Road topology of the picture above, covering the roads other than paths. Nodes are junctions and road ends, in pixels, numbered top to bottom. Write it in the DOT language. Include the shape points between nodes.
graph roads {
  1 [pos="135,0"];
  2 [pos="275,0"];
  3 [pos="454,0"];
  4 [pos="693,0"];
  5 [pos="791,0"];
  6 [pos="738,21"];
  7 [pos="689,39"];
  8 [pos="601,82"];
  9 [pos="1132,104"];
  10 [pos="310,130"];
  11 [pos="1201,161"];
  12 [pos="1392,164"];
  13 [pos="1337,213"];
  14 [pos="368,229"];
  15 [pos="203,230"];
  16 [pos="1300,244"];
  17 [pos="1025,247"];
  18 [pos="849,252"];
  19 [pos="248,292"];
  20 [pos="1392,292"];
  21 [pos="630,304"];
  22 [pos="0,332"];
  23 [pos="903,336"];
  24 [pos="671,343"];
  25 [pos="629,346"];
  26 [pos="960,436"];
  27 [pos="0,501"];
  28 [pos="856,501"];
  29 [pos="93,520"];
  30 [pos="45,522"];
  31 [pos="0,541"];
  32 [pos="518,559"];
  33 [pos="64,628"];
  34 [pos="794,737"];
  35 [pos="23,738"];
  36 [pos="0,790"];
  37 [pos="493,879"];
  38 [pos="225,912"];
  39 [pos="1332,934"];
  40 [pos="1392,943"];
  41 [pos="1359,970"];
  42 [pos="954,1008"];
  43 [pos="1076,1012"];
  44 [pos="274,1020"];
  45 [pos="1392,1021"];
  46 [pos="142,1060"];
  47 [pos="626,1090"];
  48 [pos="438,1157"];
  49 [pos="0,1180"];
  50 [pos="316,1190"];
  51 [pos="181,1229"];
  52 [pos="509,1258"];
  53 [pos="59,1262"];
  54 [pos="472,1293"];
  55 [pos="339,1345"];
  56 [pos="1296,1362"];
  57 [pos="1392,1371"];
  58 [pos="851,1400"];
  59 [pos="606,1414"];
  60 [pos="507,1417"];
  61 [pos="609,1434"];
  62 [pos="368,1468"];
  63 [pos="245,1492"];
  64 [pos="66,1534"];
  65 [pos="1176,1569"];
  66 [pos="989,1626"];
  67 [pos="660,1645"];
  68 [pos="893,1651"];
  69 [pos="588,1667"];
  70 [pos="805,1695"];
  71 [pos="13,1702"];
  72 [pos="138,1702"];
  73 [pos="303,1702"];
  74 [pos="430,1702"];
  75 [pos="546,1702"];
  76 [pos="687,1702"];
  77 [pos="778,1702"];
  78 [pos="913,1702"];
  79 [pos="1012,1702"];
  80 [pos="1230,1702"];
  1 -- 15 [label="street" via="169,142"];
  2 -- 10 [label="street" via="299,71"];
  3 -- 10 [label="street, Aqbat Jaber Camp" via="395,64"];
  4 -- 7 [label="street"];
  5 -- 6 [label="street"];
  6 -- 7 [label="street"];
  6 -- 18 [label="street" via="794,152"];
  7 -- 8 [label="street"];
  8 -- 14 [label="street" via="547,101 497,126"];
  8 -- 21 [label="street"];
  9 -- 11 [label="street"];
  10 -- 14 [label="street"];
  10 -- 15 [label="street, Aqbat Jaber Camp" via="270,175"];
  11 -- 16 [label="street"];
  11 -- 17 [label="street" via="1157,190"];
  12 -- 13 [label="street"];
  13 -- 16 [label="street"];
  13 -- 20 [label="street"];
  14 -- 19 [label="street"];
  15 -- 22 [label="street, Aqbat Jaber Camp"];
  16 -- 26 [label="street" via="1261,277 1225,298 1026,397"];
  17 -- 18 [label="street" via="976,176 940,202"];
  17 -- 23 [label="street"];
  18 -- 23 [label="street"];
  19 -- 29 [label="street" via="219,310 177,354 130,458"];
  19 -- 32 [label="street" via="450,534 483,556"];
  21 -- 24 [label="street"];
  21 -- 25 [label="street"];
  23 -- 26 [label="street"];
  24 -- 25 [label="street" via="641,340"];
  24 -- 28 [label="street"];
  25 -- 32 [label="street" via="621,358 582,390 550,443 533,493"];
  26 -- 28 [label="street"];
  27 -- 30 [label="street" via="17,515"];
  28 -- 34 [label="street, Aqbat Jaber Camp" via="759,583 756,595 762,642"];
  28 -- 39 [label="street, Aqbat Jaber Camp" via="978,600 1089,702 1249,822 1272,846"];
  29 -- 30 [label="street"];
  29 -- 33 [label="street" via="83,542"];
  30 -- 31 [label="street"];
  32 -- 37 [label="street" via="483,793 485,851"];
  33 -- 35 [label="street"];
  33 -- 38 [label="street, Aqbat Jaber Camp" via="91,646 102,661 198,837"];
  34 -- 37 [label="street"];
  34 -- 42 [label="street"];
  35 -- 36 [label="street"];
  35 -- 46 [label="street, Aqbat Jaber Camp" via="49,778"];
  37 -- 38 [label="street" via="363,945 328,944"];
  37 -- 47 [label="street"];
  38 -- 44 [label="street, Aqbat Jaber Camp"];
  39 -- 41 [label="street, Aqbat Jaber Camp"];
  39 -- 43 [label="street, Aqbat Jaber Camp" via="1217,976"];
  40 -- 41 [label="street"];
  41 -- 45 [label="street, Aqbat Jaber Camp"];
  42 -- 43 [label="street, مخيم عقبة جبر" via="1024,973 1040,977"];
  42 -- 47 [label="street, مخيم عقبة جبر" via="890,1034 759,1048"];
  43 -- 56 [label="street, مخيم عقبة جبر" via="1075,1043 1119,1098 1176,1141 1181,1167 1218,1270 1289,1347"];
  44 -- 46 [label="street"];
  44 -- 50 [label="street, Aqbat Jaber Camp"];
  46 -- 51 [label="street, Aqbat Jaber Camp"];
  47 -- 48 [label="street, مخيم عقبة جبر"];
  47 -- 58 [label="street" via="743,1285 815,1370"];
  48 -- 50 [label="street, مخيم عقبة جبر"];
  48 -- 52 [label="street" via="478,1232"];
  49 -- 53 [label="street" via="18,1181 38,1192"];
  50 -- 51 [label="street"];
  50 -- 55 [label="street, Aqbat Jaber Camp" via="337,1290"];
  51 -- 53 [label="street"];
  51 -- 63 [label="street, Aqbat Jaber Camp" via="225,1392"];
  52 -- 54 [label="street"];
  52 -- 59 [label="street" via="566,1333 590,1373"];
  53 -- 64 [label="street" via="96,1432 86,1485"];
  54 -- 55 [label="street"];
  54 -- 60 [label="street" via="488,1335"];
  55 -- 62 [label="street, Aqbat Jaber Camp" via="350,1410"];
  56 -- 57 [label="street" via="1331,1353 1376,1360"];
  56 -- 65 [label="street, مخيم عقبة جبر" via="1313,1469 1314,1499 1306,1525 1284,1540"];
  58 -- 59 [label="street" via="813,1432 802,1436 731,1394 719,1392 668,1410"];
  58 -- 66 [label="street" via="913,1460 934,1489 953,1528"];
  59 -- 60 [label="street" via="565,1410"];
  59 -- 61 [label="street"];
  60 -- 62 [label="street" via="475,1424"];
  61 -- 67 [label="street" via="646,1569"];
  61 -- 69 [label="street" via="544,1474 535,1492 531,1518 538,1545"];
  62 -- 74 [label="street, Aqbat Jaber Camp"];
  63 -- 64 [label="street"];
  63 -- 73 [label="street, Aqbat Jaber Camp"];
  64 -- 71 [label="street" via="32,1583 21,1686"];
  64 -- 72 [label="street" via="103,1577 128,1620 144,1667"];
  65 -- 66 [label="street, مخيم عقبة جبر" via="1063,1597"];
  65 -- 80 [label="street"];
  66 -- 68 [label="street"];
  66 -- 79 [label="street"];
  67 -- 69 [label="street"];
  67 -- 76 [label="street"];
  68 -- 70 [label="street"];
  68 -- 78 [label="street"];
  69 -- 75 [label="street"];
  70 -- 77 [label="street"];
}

◆ What you are asked to do ◆
If a line in the material above contains "مخيم", show that line.

◆ Output of the exercise ◆
  42 -- 43 [label="street, مخيم عقبة جبر" via="1024,973 1040,977"];
  42 -- 47 [label="street, مخيم عقبة جبر" via="890,1034 759,1048"];
  43 -- 56 [label="street, مخيم عقبة جبر" via="1075,1043 1119,1098 1176,1141 1181,1167 1218,1270 1289,1347"];
  47 -- 48 [label="street, مخيم عقبة جبر"];
  48 -- 50 [label="street, مخيم عقبة جبر"];
  56 -- 65 [label="street, مخيم عقبة جبر" via="1313,1469 1314,1499 1306,1525 1284,1540"];
  65 -- 66 [label="street, مخيم عقبة جبر" via="1063,1597"];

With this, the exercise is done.